Logistic regression - Prove That the Cost Function Is Convex

52.4k Views Asked by At

I'm reading about Hole House (HoleHouse) - Stanford Machine Learning Notes - Logistic Regression.

You can do a find on "convex" to see the part that relates to my question.

Background:
$h_\theta(X) = sigmoid(\theta^T X)$ --- hypothesis/prediction function
$y \in \{0,1\}$

Normally, we would have the cost function for one sample $(X,y)$ as:

$y(1 - h_\theta(X))^2 + (1-y)(h_\theta(X))^2$

It's just the squared distance from 1 or 0 depending on y.

However, the lecture notes mention that this is a non-convex function so it's bad for gradient descent (our optimisation algorithm).

So, we come up with one that is supposedly convex:

$y * -log(h_\theta(X)) + (1 - y) * -log(1 - h_\theta(X))$

You can see why this makes sense if we plot -log(x) from 0 to 1:

we get a corresponding range from <span class=$\infty$ to 0">

i.e. if y = 1 then the cost goes from $\infty$ to 0 as the hypothesis/prediction moves from 0 to 1.

My question is:
How do we know that this new cost function is convex?
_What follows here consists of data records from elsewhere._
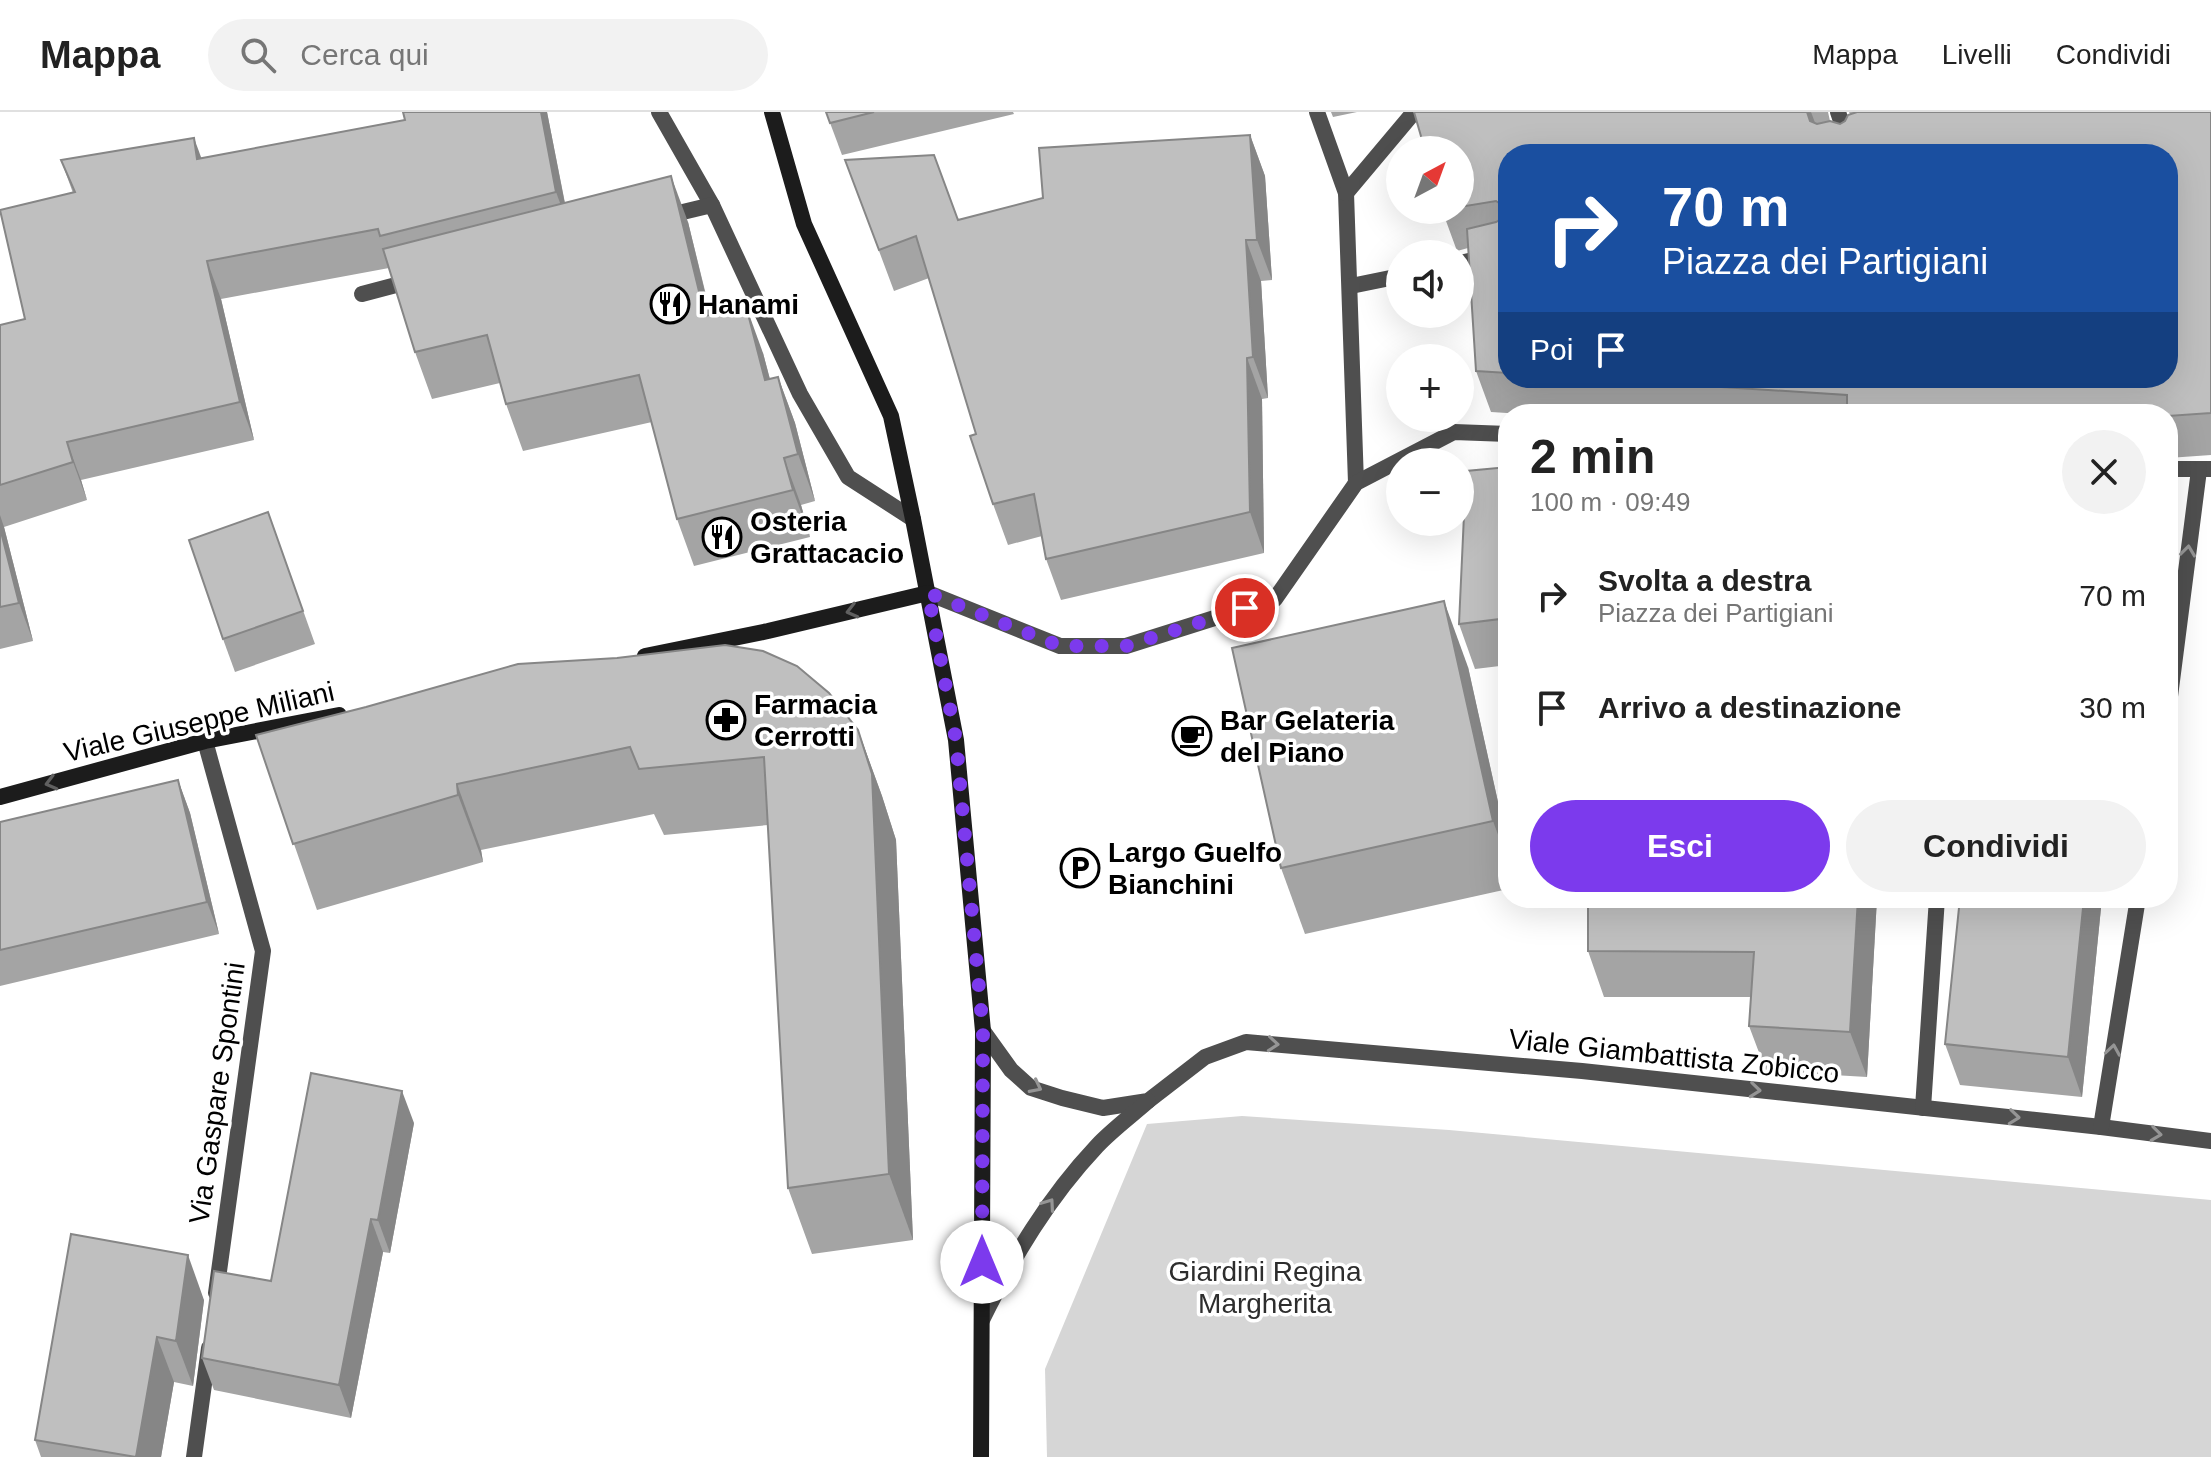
<!DOCTYPE html>
<html lang="it">
<meta charset="utf-8">
<style>
body{margin:0;font-family:Arial,sans-serif;background:#f2f2f2;color:#222;height:100vh;display:flex;flex-direction:column;font-size:30px;white-space:nowrap}
*{box-sizing:border-box;margin:0}
p{font-size:26px;color:#767676}
.icon{flex:none;width:44px;height:44px;fill:none;stroke:currentColor;stroke-width:2;stroke-linecap:round;stroke-linejoin:round}
.map{position:relative;flex:1;overflow:hidden}
.details{position:absolute;left:1498px;top:292px;width:680px;height:504px;display:flex;flex-direction:column;background:#fff;border-radius:32px;box-shadow:0 8px 32px #0002}
.details>*{flex:none}
.top-card{position:absolute;left:1498px;top:32px;width:680px;height:244px;border-radius:32px;box-shadow:0 8px 32px #0002;background:#1a4fa0;color:#fff;overflow:hidden}
.needle{width:52px;rotate:41deg}
.tools{position:absolute;left:1386px;top:24px;display:grid;gap:16px}
.tools a{display:grid;place-items:center;width:88px;height:88px;border-radius:50%;background:#fff;box-shadow:0 8px 32px #0002;font-size:40px}
.pin{position:absolute;display:grid;place-items:center;width:68px;height:68px;color:#fff;margin:-34px;border:4px solid #fff;border-radius:50%;box-shadow:0 2px 8px #0007}
.me{position:absolute;width:88px;margin:-44px;rotate:0deg;stroke-linejoin:round;filter:drop-shadow(0 0 6px #0008)}
.turn{display:flex;align-items:center;gap:28px;height:168px;padding:0 32px;font-size:36px}
.turn .icon{width:104px;height:104px;stroke-width:2.5}
.turn b{display:block;font-size:56px;line-height:68px}
.then{display:flex;align-items:center;height:76px;padding:0 32px;background:#0003;gap:16px;font-size:30px}
.round{display:grid;place-items:center;flex:none;width:84px;height:84px;border-radius:42px;background:#f2f2f2}
.headline{display:flex;align-items:center;justify-content:space-between;height:136px;padding:0 32px}
h1{font-size:48px;font-weight:600;line-height:60px}
.cta{display:flex;gap:16px;margin-top:auto;padding:16px 32px}
.cta a{flex:1;height:92px;border-radius:48px;background:#7c3aed;color:#fff;font-size:32px;font-weight:600;line-height:92px;text-align:center}
.cta a+a{background:#f2f2f2;color:#222}
ul{padding:0;list-style:none}
li{display:flex;align-items:center;gap:24px;height:112px;padding:0 32px}
li div{flex:1}
li b{display:block;font-size:30px}
li em{font-style:normal}
header{display:flex;align-items:center;gap:48px;box-sizing:border-box;height:112px;padding:0 40px;background:#fff;border-bottom:2px solid #e0e0e0}
header strong{font-size:38px}
nav{display:flex;gap:44px;margin-inline-start:auto;font-size:28px}
.search{width:560px;height:72px;background:#f2f2f2;display:flex;align-items:center;gap:20px;box-sizing:border-box;padding:0 28px;border-radius:44px;color:#767676;font-size:30px}
.map>svg:first-child{display:block}
.green{fill:#d6d6d6}
.lines{fill:none;stroke-linecap:round;stroke-linejoin:round}
.street{stroke:#4f4f4f;stroke-width:16}
.secondary{stroke:#1c1c1c;stroke-width:16}
.wall{fill:#a4a4a4;fill-rule:evenodd}
.shaded-wall{fill:#868686}
.building{fill:#bfbfbf;stroke:#868686;stroke-width:2}
.oneway{stroke:#959595}
.oneway2{stroke:#606060}
.route{stroke:#7c3aed;stroke-width:14;stroke-dasharray:0 25.2}
.labels{text-anchor:middle;dominant-baseline:central;stroke-width:7;stroke-linejoin:round;paint-order:stroke}
.poi-label{font-size:28px;font-weight:bold;fill:#000;stroke:#fff;text-anchor:start}
.street-label{font-size:28px;fill:#000;stroke:#fff}
.park-label{font-size:28px;fill:#2d2d2d;stroke:#fff}
</style>
<header>
<strong>Mappa</strong>
<div class="search"><svg class="icon" aria-label="search" viewBox="0 0 24 24"><circle cx="10" cy="10" r="6"/><path d="M15 15l6 6"/></svg>Cerca qui</div>
<nav><a>Mappa</a><a>Livelli</a><a>Condividi</a></nav>
</header>
<div class="map">
<svg width="2211" height="1345" viewBox="0 0 2211 1345">
<rect width="100%" height="100%" fill="#fff"/>
<polygon class="green" points="1242,1004 1449,1018 2211,1088 2211,1345 1047,1345 1045,1257 1147,1012"/>
<g class="lines">
<g class="street">
<polyline points="659,0 712,93"/>
<polyline points="1317,0 1346,81 1356,371"/>
<polyline points="1838,0 1852,42"/>
<polyline points="1346,81 1414,0"/>
<polyline points="666,104 712,93 800,282 848,365 913,407"/>
<polyline points="1460,151 1508,140"/>
<polyline points="1351,174 1400,164"/>
<polyline points="362,182 415,168"/>
<polyline points="2168,357 2211,357"/>
<polyline points="928,481 1060,534 1126,534 1275,487 1356,371 1454,320 1508,322"/>
<polyline points="2168,600 2199,358"/>
<polyline points="205,629 263,839 216,1181"/>
<polyline points="983,919 1011,958 1031,976 1062,986 1103,996 1148,989 1205,945 1246,930 1582,959 2101,1015 2211,1029"/>
<polyline points="1923,996 1937,786"/>
<polyline points="2101,1015 2138,786"/>
<path d="M 982,1208 C 1013,1145 1048,1086 1097,1034 C 1112,1018 1131,1004 1148,989"/>
<polyline points="194,1345 209,1236"/>
</g>
<g class="secondary">
<polyline points="772,0 804,112 891,304 913,407 956,628 983,919 981,1345"/>
<polyline points="645,544 768,519 928,481"/>
<polyline points="0,685 205,629 339,603"/>
</g>
</g>
<g class="wall">
<polygon points="547,0 565,91 688,110 711,203 763,241 770,267 778,265 795,311 815,389 801,393 810,425 694,454 677,407 652,310 523,339 506,292 500,271 432,287 415,240 389,156 221,187 254,328 81,368 87,388 4,415 33,529 0,537 0,213 25,207 73,81 61,48 201,46"/>
<polygon points="826,0 1013,0 1014,2 842,43"/>
<polygon points="1331,0 1357,0 1333,5"/>
<path d="M 1414,0 L 1828,0 L 1830,9 L 1840,12 L 1845,9 L 1850,2 L 1849,0 L 2211,0 L 2211,343 L 2168,346 L 2168,302 L 1523,302 L 1491,300 L 1476,259 L 1468,136 L 1457,139 L 1442,98 L 1460,98 L 1460,38 ZM 1508,42 L 2168,266 L 1873,270 L 1873,266 L 1508,266 Z"/>
<polygon points="1250,23 1265,64 1272,168 1261,169 1268,286 1262,287 1264,441 1061,488 1046,447 1042,424 1008,433 993,392 976,322 929,166 894,179 845,48 958,108 1043,86"/>
<polygon points="1508,355 1508,553 1475,557 1459,512"/>
<polygon points="268,400 315,532 235,560 223,527"/>
<polygon points="1468,555 1508,735 1508,777 1305,822 1281,756"/>
<polygon points="858,618 882,684 896,728 913,1128 812,1142 788,1076 768,713 664,723 654,702 481,738 483,750 317,798 256,623"/>
<polygon points="178,668 190,701 219,822 0,874 0,710"/>
<polygon points="1588,786 1877,786 1867,965 1766,959 1749,914 1751,885 1604,885 1588,839"/>
<polygon points="2102,786 2082,985 1960,973 1945,932"/>
<polygon points="414,1011 390,1141 383,1140 351,1306 214,1278 202,1246"/>
<polygon points="71,1122 204,1188 193,1274 174,1270 161,1345 41,1345 35,1328"/>
</g>
<g class="shaded-wall">
<polygon points="541,0 547,0 570,118 556,80"/>
<polygon points="1807,0 1811,0 1824,35 1822,41"/>
<polygon points="1250,23 1265,64 1272,168 1257,128"/>
<polygon points="194,26 208,64 197,47"/>
<polygon points="671,64 688,110 722,251 705,204"/>
<polygon points="1246,128 1261,169 1268,286 1253,245"/>
<polygon points="207,149 221,187 254,328 240,290"/>
<polygon points="746,194 763,241 782,314 765,268"/>
<polygon points="1247,246 1262,287 1264,441 1250,400"/>
<polygon points="778,265 795,311 815,389 798,342"/>
<polygon points="1858,266 1873,266 1871,302"/>
<polygon points="67,330 81,368 87,388 73,350"/>
<polygon points="784,346 801,393 810,425 793,378"/>
<polygon points="2168,355 2173,368 2168,409"/>
<polygon points="0,403 4,415 33,529 19,491 0,416"/>
<polygon points="1444,489 1468,555 1508,735 1508,750 1493,709"/>
<polygon points="858,618 882,684 896,728 913,1128 889,1062"/>
<polygon points="178,668 190,701 219,822 207,790"/>
<polygon points="457,672 481,738 483,750 458,683"/>
<polygon points="1858,786 1877,786 1867,965 1850,920"/>
<polygon points="2084,786 2102,786 2082,985 2068,945"/>
<polygon points="402,979 414,1011 390,1141 378,1108"/>
<polygon points="371,1107 383,1140 351,1306 339,1273"/>
<polygon points="188,1143 204,1188 193,1274 176,1229"/>
<polygon points="157,1225 174,1270 161,1345 136,1345"/>
</g>
<g class="building">
<polygon points="403,0 541,0 556,80 380,124 378,117 207,149 240,290 67,330 73,350 0,373 0,213 25,207 0,98 75,80 61,48 194,26 197,47 405,8"/>
<polygon points="826,0 874,0 830,11"/>
<polygon points="1414,0 1807,0 1810,9 1817,12 1830,9 1840,12 1845,9 1848,3 1857,0 2211,0 2211,301 2168,304 2168,302 1847,302 1847,283 1580,266 1858,266 1866,272 1872,271 1877,266 2168,266 2168,42 1508,42 1508,261 1476,259 1467,117 1496,110 1501,107 1504,98 1502,93 1496,89 1466,94 1465,92 1460,94 1460,38 1425,38"/>
<polygon points="1250,23 1257,128 1246,128 1253,245 1247,246 1250,400 1046,447 1034,382 993,392 970,324 976,322 916,124 879,138 845,48 934,43 958,108 1043,86 1039,36"/>
<polygon points="671,64 705,204 746,194 765,268 778,265 798,342 784,346 793,378 677,407 639,263 506,292 487,223 415,240 383,137"/>
<polygon points="1508,355 1508,506 1459,512 1466,359"/>
<polygon points="268,400 303,499 223,527 189,428"/>
<polygon points="0,416 19,491 0,495"/>
<polygon points="1444,489 1493,709 1281,756 1232,536"/>
<polygon points="725,533 763,539 797,554 829,581 858,618 872,662 889,1062 788,1076 764,645 639,657 630,635 457,672 458,683 293,732 256,623 366,595 518,552 617,546"/>
<polygon points="178,668 207,790 0,838 0,710"/>
<polygon points="1588,786 1858,786 1850,920 1749,914 1754,840 1588,839"/>
<polygon points="1960,786 2084,786 2068,945 1945,932"/>
<polygon points="311,961 402,979 378,1108 371,1107 339,1273 202,1246 214,1159 271,1169"/>
<polygon points="71,1122 188,1143 176,1229 157,1225 136,1345 35,1328"/>
</g>
<defs><path id="oneway-chevron" d="M-2-3.5L2.5 0L-2 3.5" fill="none" stroke-width="1.6" stroke-linecap="round" stroke-linejoin="round" transform="scale(2)"/></defs>
<g class="oneway">
<use href="#oneway-chevron" transform="translate(2188 439) rotate(-83)"/>
<use href="#oneway-chevron" transform="translate(1273 932) rotate(5)"/>
<use href="#oneway-chevron" transform="translate(2113 938) rotate(-81)"/>
<use href="#oneway-chevron" transform="translate(1036 975) rotate(27)"/>
<use href="#oneway-chevron" transform="translate(1755 978) rotate(6)"/>
<use href="#oneway-chevron" transform="translate(2014 1005) rotate(6)"/>
<use href="#oneway-chevron" transform="translate(2156 1022) rotate(7)"/>
<use href="#oneway-chevron" transform="translate(1049 1092) rotate(-55)"/>
</g>
<g class="oneway2">
<use href="#oneway-chevron" transform="translate(852 499) rotate(166)"/>
<use href="#oneway-chevron" transform="translate(51 671) rotate(165)"/>
</g>
<g class="lines">
<polyline class="route" points="982,1150 983,919 956,628 928,481 1060,534 1126,534 1245,496"/>
</g>
<defs>
<symbol id="restaurant-ring" viewBox="-11 -11 22 22"><circle r="9.5" fill="#fff" stroke="#000" stroke-width="1.5"/><path d="M-5-6h1v4h1v-4h1v4h1v-4h1v5L-1.5 .5V6h-2V.5L-5-1ZM5-6V6H3V1.5H1.5Q1.5-4 5-6Z" fill="#000"/></symbol>
<symbol id="pharmacy-ring" viewBox="-11 -11 22 22"><circle r="9.5" fill="#fff" stroke="#000" stroke-width="1.5"/><path d="M-2-6h4v4h4v4h-4v4h-4v-4h-4v-4h4Z" fill="#000"/></symbol>
<symbol id="cafe-ring" viewBox="-11 -11 22 22"><circle r="9.5" fill="#fff" stroke="#000" stroke-width="1.5"/><path d="M-5.5-4.5H6V0H3Q3 3.5 0 3.5H-2.5Q-5.5 3.5-5.5 0ZM3-3.2v2h1.7v-2ZM-6 4.5H4V6H-6Z" fill="#000"/></symbol>
<symbol id="parking-ring" viewBox="-11 -11 22 22"><circle r="9.5" fill="#fff" stroke="#000" stroke-width="1.5"/><path d="M-3.5-5.5H1a3.5 3.5 0 0 1 0 7H-1V5.5H-3.5ZM-1-3.4V-.6H.8a1.4 1.4 0 0 0 0-2.8Z" fill="#000"/></symbol>
</defs>
<g fill-rule="evenodd">
<use href="#restaurant-ring" x="648" y="170" width="44" height="44"/>
<use href="#restaurant-ring" x="700" y="403" width="44" height="44"/>
<use href="#pharmacy-ring" x="704" y="586" width="44" height="44"/>
<use href="#cafe-ring" x="1170" y="602" width="44" height="44"/>
<use href="#parking-ring" x="1058" y="734" width="44" height="44"/>
</g>
<g class="labels">
<g class="poi-label">
<text x="698" y="192">Hanami</text>
<text x="750" y="409">Osteria<tspan x="750" dy="32">Grattacacio</tspan></text>
<text x="754" y="592">Farmacia<tspan x="754" dy="32">Cerrotti</tspan></text>
<text x="1220" y="608">Bar Gelateria<tspan x="1220" dy="32">del Piano</tspan></text>
<text x="1108" y="740">Largo Guelfo<tspan x="1108" dy="32">Bianchini</tspan></text>
</g>
<g class="street-label">
<text transform="translate(199 610) rotate(-13)">Viale Giuseppe Miliani</text>
<text transform="translate(1674 944) rotate(6)">Viale Giambattista Zobicco</text>
<text transform="translate(217 981) rotate(-82)">Via Gaspare Spontini</text>
</g>
<g class="park-label">
<text x="1265" y="1159">Giardini Regina<tspan x="1265" dy="32">Margherita</tspan></text>
</g>
</g>
</svg>
<div class="tools">
<a><svg class="needle" viewBox="-14 -14 28 28"><path d="M0-13l5 13h-10z" fill="#e53935"/><path d="M0 13l5-13h-10z" fill="#767676"/></svg></a>
<a><svg class="icon" aria-label="sound" viewBox="0 0 24 24"><path d="M4 9h4l5-4v14l-5-4H4zM17 9q2 3 0 6"/></svg></a>
<a>+</a>
<a>−</a>
</div>
<div class="pin" style="left:1245px;top:496px;background:#d93025"><svg class="icon" aria-label="arrive" viewBox="0 0 24 24"><path d="M6 21V4h12l-3 4 3 4H6"/></svg></div>
<svg class="me" style="left:982px;top:1150px" viewBox="-20 -20 40 40"><circle r="19" fill="#fff"/><path d="M0-13L10 11 0 6-10 11z" fill="#7c3aed"/></svg>
<div class="top-card">
<div class="turn"><svg class="icon" aria-label="right" viewBox="0 0 24 24"><path d="M7 20v-9h11M14 6l5 5-5 5"/></svg><div><b>70 m</b>Piazza dei Partigiani</div></div>
<div class="then">Poi<svg class="icon" aria-label="arrive" viewBox="0 0 24 24"><path d="M6 21V4h12l-3 4 3 4H6"/></svg></div>
</div>
<section class="details">
<div class="headline"><div><h1>2 min</h1><p>100 m · 09:49</p></div><a class="round"><svg class="icon" aria-label="close" viewBox="0 0 24 24"><path d="M6 6l12 12M18 6L6 18"/></svg></a></div>
<ul>
<li><svg class="icon" aria-label="right" viewBox="0 0 24 24"><path d="M7 20v-9h11M14 6l5 5-5 5"/></svg><div><b>Svolta a destra</b><p>Piazza dei Partigiani</p></div><em>70 m</em></li>
<li><svg class="icon" aria-label="arrive" viewBox="0 0 24 24"><path d="M6 21V4h12l-3 4 3 4H6"/></svg><div><b>Arrivo a destinazione</b></div><em>30 m</em></li>
</ul>
<div class="cta"><a>Esci</a><a>Condividi</a></div>
</section>
</div>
Here is an example of a hypothesis function that will lead to a non-convex cost function:

$h_\theta(X) = sigmoid(1 + x^2 + x^3)$

leading to cost function (for y = 1):

$-log(sigmoid(1 + x^2 + x^3))$

which is a non-convex function as we can see when we graph it:

non-convex

2

There are 2 best solutions below

1
On BEST ANSWER

You are looking at the wrong variable. The need is for $J(\theta)$ to be convex (as a function of $\theta$), so you need $Cost(h_{\theta}(x), y)$ to be a convex function of $\theta$, not $x$. Note that the function inside the sigmoid is linear in $\theta$.

1
On

Consider a twice differentiable function of one variable $f(z)$. If the second derivative of $f(z)$ is (always) non-negative, then $f(z)$ is convex. So consider the function $$ j(z) = -y\log(\sigma(z)) - (1-y)\log(1-\sigma(z)) $$ where $\sigma(x) =sigmoid(x)$ and $0\leq y \leq 1$ is a constant. You can show that $j(z)$ is convex by taking the second derivative. Compare with the case that you take $$ k(z) = y\sigma(z)^2 + (1-y)(1-\sigma(z))^2 $$ is $k(z)$ convex? What if you take $\tilde{\sigma}(z) = sigmoid(1+z^2+z^3)$ instead of $\sigma$(z)?

Now, the composition of a convex function with a linear function is convex (can you show this?). Note that $Z(\theta) := \theta^T \cdot X $ is a linear function in $\theta$ (where $X$ is a constant matrix). Therefore, $J(\theta) := j(Z(\theta))$ is convex as a function in $\theta$.